Not what you would expect on a college campus, a black bear was seen making her around the heart of Colorado State University on Friday (September 16th).
Colorado Parks and Wildlife reported that its officers were able to relocate a black bear that climbed up into a tree on the Colorado State University campus in Forts Collins. It was revealed that around 6 a.m., residents began reporting a bear walking around the Old Town neighborhood in Fort Collins. Wildlife officials then started monitoring the area. However, around 7:30 a.m., the animal made its way to the college campus.
The wildlife organization further revealed that officers arrived on the scene where they located the black bear, which weighed approximately 200 pounds. The officials then tranquilized the animal and lowered it from the tree. It was then released into its natural habitat in the afternoon. Colorado Parks and Wildlife stated that there were no serious injuries to the bear. Other than being exhausted due to the tranquilizer.
While speaking about the incident, Colorado Parks and Wildlife Assistant Area Wildlife Manager, Brandon Muller, revealed what may have caused the black bear to wander into the area. “As bears start to prepare for hibernation and hunt for food, Coloradans may see more bear activity in urban areas. When bears become too comfortable around humans, they can destroy property or even become a threat to human safety.”
Colorado Wildlife Officials Reveal That Black Bears Are Entering Hyperphagia & Preparing For Winter
Meanwhile, Colorado Parks and Wildlife shared that black bears in the state are now entering hyperphagia. This means the animals will spend up to 20 hours a day trying to eat more than 20,000 calories. This is to fatten up in the winter.
The Colorado wildlife organization further explains that most conflicts between people and black bears may be traced to easily accessible human food. It was noted that trash, fruit trees, shrubs, or other attractants also attracts the bears. “When bears become too comfortable around humans, they can destroy property or even become aggress toward humans.”
Colorado Parks and Wildlife went on to remind Coloradans to do their part to be bear aware. The organization recommended properly store all trash and lock bear-accessible windows and doors. Other advice to keep bears away is to put garbage out on the morning of pickup. Remove bird feeds from outdoor areas. Secure compost piles. Clean grills after each use. And clean up thoroughly after picnics in the yard or on the deck.
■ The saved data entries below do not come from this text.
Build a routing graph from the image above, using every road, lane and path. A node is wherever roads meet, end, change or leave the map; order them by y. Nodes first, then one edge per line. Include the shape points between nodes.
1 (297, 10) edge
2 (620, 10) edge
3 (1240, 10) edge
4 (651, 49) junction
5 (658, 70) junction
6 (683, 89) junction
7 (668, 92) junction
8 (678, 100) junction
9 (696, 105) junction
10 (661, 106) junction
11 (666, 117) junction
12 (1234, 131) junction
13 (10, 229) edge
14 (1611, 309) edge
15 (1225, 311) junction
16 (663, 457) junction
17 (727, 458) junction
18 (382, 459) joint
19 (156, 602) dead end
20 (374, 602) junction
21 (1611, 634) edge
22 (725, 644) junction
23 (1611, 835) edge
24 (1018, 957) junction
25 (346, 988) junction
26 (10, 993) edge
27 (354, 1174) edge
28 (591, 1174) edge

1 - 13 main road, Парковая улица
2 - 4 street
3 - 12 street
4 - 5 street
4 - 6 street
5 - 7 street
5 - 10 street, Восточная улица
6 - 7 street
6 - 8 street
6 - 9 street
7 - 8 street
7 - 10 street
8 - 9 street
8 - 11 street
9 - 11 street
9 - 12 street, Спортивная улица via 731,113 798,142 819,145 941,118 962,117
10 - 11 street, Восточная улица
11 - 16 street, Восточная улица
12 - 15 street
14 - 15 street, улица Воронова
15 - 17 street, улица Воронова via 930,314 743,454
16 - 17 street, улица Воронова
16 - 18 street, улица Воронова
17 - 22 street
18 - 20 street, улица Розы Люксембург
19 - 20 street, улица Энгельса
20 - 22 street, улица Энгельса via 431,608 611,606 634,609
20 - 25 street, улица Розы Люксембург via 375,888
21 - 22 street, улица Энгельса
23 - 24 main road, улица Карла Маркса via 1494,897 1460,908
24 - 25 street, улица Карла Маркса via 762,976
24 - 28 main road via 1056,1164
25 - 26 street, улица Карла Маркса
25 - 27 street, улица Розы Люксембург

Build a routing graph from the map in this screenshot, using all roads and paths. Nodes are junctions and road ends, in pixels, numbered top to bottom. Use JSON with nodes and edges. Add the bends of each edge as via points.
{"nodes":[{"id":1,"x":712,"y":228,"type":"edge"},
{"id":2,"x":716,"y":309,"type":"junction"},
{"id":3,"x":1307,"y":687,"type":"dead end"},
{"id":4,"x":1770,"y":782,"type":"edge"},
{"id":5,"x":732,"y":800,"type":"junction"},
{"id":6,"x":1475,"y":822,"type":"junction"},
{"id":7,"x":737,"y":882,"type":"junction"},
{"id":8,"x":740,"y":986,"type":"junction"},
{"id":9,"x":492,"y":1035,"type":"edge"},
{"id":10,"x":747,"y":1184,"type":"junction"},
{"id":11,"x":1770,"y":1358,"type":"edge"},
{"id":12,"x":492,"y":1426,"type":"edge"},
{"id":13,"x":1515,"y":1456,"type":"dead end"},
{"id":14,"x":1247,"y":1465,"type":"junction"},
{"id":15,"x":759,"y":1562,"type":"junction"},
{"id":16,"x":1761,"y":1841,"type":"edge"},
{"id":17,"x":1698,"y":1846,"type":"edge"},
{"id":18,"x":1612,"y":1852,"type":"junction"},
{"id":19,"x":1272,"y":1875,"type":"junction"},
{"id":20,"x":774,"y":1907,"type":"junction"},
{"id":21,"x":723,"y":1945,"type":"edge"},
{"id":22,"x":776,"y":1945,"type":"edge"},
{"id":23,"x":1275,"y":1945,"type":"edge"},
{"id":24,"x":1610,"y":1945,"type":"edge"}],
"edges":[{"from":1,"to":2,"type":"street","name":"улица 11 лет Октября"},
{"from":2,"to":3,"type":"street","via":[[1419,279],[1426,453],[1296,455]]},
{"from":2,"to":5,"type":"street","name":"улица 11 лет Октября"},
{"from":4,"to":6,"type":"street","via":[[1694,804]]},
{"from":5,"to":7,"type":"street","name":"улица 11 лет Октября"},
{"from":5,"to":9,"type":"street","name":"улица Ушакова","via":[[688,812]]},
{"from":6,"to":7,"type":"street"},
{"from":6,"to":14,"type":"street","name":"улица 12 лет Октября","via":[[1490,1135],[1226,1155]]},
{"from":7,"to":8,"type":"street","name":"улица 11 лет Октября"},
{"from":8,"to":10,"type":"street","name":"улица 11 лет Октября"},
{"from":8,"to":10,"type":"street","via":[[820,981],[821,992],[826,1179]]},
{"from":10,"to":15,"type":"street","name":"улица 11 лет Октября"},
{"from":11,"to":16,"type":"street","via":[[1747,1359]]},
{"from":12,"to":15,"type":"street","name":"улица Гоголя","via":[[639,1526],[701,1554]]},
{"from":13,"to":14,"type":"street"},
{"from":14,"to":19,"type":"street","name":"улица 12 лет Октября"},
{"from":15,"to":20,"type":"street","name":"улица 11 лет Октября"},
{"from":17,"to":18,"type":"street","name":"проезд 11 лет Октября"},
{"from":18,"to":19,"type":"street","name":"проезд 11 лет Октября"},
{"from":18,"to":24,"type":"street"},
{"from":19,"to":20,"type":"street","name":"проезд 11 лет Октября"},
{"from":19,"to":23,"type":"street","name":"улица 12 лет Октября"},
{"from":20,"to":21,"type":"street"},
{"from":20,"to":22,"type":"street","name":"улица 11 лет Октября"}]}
The Coloradoan shared that officials asked residents to avoid the area so they could remove the black bear. However, the incident drew an estimated crowd of around 100 people. “With all the traffic and people around the bear was very aware of what was going on,” Muller continued. “[She was] super aware of what was going on with us. It was a little difficult but the tree was perfect and we were glad that we got the bear down safely and that everyone was safe.”